The one thing that struck me – and created for me a deeply nostalgic moment – was touch and feel. Kickoff was at three o’clock on a Saturday afternoon – as traditional a football time as is possible. I have recently written about the role of time in sport heritage though, in this case, it was less about the pace of play and more about the context of the time. Indeed, knowing a (very) little bit about English football, I knew that – until a few years ago – virtually every game was at three o’clock on Saturday, though now a days games are at various times of day, and even on days other than Saturday. In many ways, then, the context of the match was an important part of the experience and, because I knew how traditional the time was, it added to the authenticity.
Being that it was a three o’clock kickoff on an autumn afternoon, it also meant that the weather and temperature might change over the course of the match. Indeed, at the beginning of the match, it was a sunny, and quite pleasant afternoon – almost balmy, in fact. By the second half, the clouds had moved in, the wind picked up, and I found myself rubbing my hands together and blowing on them to keep them warm.
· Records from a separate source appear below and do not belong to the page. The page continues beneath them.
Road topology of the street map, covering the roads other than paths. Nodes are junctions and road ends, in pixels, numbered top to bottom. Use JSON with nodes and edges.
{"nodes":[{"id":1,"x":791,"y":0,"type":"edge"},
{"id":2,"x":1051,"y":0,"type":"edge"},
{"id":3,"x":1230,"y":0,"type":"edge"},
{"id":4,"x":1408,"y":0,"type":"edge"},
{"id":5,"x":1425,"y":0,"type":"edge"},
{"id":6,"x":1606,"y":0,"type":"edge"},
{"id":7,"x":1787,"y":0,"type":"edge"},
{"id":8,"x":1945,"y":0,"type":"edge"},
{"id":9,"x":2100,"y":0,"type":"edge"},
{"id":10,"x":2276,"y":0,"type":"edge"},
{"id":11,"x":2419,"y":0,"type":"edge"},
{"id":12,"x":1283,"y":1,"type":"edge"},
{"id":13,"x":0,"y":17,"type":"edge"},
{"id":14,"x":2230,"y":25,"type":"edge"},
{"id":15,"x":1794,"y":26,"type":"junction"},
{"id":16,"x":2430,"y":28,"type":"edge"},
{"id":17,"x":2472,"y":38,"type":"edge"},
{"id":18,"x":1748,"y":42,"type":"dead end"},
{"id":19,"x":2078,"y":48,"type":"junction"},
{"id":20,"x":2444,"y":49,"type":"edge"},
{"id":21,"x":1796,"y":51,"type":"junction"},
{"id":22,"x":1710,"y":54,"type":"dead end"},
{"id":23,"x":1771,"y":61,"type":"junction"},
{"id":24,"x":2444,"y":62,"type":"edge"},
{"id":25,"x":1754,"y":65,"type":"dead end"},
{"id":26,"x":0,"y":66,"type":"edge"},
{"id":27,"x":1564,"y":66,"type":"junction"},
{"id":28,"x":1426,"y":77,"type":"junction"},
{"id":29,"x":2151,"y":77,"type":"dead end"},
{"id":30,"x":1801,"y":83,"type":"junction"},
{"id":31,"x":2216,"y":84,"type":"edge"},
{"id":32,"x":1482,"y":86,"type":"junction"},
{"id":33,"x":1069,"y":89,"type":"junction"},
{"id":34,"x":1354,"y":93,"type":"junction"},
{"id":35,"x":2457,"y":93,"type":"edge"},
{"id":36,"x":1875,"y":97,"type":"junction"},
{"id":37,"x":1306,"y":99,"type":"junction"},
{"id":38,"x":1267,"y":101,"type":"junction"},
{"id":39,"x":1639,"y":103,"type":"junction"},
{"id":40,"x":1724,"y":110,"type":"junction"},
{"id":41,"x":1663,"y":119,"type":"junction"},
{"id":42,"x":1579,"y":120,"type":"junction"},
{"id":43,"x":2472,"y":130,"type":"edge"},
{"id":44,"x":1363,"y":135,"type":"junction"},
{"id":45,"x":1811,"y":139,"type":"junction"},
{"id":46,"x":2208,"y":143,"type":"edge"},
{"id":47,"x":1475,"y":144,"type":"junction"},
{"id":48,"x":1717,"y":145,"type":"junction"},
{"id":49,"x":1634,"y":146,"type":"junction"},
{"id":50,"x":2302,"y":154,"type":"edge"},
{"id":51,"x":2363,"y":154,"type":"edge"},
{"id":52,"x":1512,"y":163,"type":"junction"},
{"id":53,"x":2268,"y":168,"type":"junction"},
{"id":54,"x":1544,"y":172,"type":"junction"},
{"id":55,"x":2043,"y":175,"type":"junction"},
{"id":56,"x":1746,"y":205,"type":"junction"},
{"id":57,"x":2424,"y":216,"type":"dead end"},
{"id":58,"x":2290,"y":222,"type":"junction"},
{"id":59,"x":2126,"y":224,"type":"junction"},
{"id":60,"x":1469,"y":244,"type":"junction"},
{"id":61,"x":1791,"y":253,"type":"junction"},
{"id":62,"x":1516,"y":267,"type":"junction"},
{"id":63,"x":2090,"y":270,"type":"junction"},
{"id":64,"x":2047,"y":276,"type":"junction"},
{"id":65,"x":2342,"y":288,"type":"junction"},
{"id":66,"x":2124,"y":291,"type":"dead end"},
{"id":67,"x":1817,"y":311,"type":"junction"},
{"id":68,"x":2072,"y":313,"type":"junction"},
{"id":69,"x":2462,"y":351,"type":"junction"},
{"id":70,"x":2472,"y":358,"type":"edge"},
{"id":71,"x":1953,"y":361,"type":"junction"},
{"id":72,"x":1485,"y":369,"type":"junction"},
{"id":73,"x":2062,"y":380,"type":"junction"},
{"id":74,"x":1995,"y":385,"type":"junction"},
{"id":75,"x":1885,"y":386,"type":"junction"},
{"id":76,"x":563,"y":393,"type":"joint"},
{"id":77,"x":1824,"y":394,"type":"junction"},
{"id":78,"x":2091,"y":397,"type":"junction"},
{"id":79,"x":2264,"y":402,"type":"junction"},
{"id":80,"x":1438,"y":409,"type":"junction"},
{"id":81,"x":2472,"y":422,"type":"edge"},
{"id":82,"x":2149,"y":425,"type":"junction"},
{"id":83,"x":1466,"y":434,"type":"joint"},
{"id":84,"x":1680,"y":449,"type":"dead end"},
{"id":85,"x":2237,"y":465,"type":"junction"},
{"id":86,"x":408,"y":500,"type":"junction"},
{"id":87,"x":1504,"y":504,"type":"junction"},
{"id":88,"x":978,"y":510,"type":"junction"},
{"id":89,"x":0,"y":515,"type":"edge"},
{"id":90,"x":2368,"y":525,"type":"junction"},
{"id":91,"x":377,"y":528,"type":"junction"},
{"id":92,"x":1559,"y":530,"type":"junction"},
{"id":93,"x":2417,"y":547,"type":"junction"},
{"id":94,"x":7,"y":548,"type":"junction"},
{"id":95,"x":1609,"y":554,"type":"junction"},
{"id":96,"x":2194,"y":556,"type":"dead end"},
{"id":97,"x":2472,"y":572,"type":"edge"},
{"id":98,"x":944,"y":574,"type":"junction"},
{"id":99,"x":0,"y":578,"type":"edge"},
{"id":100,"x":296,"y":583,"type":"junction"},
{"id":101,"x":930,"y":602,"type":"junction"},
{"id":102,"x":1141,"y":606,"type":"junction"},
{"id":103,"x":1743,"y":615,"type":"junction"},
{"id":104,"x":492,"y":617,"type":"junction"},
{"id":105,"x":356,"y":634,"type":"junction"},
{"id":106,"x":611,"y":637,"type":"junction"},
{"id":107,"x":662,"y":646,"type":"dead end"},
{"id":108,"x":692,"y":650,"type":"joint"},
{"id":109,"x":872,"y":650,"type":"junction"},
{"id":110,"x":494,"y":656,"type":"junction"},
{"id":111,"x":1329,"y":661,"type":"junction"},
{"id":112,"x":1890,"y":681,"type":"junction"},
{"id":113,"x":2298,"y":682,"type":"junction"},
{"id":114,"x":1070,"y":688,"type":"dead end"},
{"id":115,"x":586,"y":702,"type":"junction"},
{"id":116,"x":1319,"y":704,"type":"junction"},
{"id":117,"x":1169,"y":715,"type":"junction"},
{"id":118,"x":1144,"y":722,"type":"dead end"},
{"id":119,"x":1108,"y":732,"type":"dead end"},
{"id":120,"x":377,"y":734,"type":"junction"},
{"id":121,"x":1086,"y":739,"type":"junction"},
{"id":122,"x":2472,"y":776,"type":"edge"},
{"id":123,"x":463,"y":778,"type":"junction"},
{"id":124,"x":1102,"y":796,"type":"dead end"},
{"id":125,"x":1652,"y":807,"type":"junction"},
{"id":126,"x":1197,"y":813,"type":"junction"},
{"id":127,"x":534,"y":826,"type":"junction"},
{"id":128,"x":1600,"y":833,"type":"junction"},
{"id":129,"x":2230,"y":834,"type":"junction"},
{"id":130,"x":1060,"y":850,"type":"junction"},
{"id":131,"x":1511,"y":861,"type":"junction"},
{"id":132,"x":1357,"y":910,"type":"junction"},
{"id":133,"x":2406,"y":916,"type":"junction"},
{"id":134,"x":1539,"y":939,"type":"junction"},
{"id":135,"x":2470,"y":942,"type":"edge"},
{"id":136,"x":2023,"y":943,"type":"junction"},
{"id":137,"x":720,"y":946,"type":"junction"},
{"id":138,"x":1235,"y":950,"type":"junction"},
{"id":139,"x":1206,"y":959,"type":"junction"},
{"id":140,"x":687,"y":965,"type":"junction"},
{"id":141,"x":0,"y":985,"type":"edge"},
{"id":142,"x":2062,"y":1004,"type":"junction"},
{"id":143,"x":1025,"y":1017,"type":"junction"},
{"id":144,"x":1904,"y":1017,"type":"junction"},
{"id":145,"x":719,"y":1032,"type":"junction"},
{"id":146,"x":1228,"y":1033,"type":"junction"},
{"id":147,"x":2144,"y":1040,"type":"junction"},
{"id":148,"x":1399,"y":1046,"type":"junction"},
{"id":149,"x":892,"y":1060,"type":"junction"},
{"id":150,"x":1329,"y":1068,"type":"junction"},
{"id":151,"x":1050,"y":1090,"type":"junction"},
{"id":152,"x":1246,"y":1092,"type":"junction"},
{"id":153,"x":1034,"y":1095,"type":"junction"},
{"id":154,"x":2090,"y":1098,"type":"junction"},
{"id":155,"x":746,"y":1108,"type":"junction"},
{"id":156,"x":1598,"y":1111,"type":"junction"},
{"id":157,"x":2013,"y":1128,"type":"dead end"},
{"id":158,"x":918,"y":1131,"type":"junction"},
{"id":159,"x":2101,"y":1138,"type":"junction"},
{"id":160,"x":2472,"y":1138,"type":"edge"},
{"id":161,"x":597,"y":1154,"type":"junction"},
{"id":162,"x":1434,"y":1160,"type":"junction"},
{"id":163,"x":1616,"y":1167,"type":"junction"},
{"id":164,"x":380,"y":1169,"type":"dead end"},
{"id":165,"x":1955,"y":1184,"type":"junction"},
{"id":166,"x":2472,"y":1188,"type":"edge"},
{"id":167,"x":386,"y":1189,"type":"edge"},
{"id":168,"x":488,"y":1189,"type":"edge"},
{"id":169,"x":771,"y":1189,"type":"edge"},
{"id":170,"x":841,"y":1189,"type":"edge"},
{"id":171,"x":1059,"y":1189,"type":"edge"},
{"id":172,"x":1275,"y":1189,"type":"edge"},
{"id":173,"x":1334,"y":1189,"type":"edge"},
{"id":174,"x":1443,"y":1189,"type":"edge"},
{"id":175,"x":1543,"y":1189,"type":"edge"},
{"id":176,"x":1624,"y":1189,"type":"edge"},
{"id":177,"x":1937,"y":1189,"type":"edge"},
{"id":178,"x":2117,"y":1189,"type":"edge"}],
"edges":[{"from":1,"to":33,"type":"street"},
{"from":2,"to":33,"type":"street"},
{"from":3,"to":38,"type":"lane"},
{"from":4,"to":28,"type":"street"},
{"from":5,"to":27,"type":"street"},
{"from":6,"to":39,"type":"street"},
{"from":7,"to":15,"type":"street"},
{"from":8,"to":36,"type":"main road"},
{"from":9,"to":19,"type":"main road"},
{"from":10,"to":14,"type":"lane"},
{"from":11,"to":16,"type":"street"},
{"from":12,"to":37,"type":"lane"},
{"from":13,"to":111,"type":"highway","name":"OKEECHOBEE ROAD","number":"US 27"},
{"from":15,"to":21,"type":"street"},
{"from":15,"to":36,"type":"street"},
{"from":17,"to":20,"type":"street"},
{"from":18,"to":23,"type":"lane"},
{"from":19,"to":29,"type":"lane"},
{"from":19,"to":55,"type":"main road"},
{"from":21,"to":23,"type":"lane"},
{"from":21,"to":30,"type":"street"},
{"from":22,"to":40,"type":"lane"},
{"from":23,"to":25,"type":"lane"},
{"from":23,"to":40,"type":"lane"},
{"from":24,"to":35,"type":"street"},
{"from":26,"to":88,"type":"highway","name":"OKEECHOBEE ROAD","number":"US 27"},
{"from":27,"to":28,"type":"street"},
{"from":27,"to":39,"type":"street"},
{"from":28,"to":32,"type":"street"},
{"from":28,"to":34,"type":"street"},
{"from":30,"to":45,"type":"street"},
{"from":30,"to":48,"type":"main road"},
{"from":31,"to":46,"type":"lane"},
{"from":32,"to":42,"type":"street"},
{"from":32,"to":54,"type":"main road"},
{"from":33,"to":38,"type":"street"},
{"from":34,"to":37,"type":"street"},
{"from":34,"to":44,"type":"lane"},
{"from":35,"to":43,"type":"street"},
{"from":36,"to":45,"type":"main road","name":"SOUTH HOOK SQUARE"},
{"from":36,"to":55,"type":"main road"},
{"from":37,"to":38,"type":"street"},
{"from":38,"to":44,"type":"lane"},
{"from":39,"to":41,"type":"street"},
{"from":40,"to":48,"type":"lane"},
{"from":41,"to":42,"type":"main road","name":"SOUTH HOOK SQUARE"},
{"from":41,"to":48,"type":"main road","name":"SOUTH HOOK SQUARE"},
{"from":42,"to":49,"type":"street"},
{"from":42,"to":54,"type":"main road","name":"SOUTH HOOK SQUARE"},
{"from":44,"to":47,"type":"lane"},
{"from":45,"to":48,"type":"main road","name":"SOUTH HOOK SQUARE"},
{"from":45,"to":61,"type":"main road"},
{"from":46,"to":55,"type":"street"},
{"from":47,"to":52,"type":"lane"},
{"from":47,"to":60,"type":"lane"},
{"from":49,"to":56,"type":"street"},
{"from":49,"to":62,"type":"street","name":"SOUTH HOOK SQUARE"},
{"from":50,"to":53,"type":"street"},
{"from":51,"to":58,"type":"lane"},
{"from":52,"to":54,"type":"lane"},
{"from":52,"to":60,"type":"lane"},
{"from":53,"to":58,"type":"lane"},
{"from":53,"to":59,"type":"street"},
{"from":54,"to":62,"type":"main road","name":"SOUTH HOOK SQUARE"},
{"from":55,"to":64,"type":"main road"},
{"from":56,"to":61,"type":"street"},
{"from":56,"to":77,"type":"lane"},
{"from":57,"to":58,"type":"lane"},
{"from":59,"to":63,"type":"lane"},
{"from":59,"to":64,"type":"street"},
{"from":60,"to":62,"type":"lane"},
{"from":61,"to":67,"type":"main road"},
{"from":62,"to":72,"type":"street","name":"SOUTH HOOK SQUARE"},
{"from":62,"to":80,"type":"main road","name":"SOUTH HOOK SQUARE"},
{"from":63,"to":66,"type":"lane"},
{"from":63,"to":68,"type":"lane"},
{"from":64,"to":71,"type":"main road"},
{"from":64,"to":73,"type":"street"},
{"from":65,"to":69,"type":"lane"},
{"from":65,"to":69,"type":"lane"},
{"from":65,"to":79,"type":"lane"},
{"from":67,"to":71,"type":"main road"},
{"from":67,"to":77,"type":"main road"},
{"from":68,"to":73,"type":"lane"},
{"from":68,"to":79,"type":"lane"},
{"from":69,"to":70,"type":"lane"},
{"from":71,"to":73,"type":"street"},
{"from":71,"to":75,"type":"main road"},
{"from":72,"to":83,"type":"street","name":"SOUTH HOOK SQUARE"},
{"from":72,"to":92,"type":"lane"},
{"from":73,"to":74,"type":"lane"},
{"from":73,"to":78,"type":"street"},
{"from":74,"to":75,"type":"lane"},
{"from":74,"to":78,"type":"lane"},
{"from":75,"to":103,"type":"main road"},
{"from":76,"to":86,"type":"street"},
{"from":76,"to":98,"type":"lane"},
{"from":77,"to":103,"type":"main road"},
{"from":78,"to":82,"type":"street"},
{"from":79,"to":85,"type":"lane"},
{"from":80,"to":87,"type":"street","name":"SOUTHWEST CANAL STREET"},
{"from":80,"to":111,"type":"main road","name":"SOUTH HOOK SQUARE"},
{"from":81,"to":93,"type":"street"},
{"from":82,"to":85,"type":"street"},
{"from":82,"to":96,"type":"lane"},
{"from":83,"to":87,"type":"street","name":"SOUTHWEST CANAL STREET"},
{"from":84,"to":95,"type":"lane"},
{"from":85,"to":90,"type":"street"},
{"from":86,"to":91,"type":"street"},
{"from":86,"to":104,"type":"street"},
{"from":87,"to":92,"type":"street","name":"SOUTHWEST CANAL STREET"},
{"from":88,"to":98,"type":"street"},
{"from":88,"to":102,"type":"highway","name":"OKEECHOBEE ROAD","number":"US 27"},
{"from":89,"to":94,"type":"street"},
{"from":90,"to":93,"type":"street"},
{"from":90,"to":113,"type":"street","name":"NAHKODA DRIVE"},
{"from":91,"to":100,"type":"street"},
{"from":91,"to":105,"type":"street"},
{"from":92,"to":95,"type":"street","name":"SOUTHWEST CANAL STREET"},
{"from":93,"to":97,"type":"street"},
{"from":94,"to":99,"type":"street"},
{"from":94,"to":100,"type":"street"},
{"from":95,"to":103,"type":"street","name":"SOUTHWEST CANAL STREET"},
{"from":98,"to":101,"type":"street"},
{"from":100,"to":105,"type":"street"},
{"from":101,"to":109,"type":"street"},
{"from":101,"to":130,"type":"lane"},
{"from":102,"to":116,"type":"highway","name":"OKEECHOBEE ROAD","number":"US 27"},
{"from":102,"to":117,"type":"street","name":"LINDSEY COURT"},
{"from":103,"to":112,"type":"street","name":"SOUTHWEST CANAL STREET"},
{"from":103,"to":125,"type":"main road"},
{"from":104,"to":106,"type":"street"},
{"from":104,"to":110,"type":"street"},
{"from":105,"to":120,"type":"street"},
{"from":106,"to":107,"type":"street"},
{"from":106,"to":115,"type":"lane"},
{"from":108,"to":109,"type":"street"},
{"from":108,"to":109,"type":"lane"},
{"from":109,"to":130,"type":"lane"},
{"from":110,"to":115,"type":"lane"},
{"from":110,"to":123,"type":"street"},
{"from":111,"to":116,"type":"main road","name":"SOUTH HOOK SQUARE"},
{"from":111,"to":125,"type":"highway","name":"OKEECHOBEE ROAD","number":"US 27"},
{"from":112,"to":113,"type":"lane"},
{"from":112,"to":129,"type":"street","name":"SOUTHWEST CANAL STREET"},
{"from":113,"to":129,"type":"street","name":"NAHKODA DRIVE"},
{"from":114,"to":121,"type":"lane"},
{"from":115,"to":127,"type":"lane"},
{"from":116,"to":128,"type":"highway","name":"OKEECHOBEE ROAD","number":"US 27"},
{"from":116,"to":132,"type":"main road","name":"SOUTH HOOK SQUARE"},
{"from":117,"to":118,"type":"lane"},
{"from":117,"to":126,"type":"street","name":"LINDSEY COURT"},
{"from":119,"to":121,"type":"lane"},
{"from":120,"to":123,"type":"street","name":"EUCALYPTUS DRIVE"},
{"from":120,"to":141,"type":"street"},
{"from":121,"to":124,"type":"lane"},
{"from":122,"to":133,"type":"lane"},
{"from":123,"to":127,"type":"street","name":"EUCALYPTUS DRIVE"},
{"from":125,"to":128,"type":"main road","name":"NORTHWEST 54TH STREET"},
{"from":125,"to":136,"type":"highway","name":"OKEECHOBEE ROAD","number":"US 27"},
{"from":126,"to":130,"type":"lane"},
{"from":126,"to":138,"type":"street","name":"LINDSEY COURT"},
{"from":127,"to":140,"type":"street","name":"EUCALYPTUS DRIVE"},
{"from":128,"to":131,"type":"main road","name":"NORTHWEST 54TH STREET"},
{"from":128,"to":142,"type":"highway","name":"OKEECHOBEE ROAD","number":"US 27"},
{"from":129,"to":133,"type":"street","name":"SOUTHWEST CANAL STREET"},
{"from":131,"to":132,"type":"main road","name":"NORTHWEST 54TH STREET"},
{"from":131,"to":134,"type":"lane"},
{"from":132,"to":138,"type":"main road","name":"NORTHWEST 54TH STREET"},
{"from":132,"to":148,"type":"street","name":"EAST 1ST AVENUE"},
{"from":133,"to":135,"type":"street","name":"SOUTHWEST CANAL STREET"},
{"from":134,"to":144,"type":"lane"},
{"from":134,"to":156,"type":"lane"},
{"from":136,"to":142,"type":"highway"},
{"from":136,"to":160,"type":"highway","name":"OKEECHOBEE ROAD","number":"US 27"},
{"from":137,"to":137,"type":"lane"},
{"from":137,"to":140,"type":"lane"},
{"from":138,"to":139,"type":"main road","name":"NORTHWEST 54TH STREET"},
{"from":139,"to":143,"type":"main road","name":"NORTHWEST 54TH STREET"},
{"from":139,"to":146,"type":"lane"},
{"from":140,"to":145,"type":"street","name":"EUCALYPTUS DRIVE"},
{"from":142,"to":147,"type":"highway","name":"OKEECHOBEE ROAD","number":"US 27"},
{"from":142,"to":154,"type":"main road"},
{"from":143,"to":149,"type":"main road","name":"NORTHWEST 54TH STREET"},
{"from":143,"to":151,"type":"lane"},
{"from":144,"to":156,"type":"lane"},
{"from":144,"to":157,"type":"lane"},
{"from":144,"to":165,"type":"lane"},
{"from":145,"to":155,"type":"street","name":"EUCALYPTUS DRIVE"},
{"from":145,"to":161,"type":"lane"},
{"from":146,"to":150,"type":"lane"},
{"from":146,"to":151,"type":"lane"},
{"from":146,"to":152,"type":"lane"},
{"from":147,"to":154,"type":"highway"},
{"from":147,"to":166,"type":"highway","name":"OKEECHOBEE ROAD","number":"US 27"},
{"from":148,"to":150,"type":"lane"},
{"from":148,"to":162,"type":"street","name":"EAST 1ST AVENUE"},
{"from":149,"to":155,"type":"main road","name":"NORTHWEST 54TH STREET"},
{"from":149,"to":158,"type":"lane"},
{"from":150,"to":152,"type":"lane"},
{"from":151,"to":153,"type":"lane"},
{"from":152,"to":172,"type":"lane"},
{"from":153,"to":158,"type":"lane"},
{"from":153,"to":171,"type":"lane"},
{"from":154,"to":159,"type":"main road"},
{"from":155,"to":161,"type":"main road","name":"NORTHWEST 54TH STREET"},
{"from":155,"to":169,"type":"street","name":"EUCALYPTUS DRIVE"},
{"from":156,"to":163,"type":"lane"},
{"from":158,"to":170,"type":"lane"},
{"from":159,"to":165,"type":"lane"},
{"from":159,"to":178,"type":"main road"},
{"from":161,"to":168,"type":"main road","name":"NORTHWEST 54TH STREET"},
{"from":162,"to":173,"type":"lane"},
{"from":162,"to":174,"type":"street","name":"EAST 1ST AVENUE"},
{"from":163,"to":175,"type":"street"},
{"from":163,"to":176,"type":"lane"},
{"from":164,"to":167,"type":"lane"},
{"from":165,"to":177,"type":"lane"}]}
After the game, over a pint at the pub, my colleague and I discussed the heritage aspects of the game. While we both talked about the team, ground, and chants, the thing that stuck with me was the rubbing of my hands. It reminded me of going to Canadian football games in the Fall as a child, where the late afternoon gives the first hint of winter and I would have to rub my hands together and stamp my feet from time to time to keep warm. It was such a sensual kind of nostalgia – for a very brief moment, it did feel like I was a twelve year old back in Canada. My colleague noticed that he had a similar nostalgic moment, but also said that when he would go to English football matches in the fall and winter, cold and windy afternoons meant having tea or beef broth at halftime. Though we didn’t head to the concession stands during halftime at Deepdale, there’s little doubt that a warm drink on a cool autumn afternoon would have been both welcome and an authentic part of our sensory sport heritage experience.
In any event, the experience at Deepdale watching PNE re-enforced that the sport heritage experience is more than visual and aural and that, in fact, the other senses are often deeply important in understanding and “feeling” sport heritage.